→ Your assignment
Whichever lines of the entries hold the word "Woodbury" should be identified and copied.

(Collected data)
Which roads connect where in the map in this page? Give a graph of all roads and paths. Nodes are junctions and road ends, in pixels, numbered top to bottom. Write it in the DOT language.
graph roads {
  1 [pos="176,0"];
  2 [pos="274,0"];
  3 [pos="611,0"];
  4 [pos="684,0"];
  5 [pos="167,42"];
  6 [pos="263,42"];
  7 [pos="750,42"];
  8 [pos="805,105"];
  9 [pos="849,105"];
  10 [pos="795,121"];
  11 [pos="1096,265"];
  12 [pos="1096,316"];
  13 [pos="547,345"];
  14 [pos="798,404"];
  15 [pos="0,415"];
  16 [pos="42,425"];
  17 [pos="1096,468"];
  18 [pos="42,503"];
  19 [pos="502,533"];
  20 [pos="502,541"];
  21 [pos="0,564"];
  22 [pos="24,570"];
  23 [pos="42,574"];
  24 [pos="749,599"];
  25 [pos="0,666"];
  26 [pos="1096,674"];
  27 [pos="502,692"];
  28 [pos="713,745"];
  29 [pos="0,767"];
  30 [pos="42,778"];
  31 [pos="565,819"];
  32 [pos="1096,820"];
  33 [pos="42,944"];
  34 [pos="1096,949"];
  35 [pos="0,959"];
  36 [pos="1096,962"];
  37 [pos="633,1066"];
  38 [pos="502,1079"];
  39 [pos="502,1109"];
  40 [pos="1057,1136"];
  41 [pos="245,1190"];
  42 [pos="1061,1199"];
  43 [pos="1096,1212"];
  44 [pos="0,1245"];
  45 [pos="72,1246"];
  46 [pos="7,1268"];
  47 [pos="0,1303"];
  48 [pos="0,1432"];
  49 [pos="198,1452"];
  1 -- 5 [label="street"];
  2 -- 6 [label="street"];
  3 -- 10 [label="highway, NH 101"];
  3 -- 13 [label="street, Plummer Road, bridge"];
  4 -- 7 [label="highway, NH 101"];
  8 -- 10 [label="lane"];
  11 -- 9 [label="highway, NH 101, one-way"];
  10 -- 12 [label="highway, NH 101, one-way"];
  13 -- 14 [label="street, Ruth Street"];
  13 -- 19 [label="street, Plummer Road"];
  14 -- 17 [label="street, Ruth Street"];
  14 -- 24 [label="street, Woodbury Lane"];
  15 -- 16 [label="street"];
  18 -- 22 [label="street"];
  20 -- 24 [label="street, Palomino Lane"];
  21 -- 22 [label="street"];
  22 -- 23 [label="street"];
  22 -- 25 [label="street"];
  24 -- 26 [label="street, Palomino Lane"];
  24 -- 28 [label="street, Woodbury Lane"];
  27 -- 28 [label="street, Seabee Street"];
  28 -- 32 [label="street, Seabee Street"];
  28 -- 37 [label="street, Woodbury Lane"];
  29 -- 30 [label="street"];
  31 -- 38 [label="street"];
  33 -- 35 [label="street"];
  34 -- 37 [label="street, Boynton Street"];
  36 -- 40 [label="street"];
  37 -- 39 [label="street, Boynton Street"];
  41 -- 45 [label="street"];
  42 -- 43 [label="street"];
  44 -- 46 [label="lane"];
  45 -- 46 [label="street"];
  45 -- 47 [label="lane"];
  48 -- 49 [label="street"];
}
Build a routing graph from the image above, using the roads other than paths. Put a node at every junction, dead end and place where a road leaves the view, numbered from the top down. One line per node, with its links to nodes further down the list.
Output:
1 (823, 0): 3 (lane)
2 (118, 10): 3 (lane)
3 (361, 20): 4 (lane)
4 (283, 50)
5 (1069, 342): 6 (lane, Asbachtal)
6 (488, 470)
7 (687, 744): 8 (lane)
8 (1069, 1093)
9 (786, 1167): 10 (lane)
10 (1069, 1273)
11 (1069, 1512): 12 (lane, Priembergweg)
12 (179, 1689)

→ Task result
  14 -- 24 [label="street, Woodbury Lane"];
  24 -- 28 [label="street, Woodbury Lane"];
  28 -- 37 [label="street, Woodbury Lane"];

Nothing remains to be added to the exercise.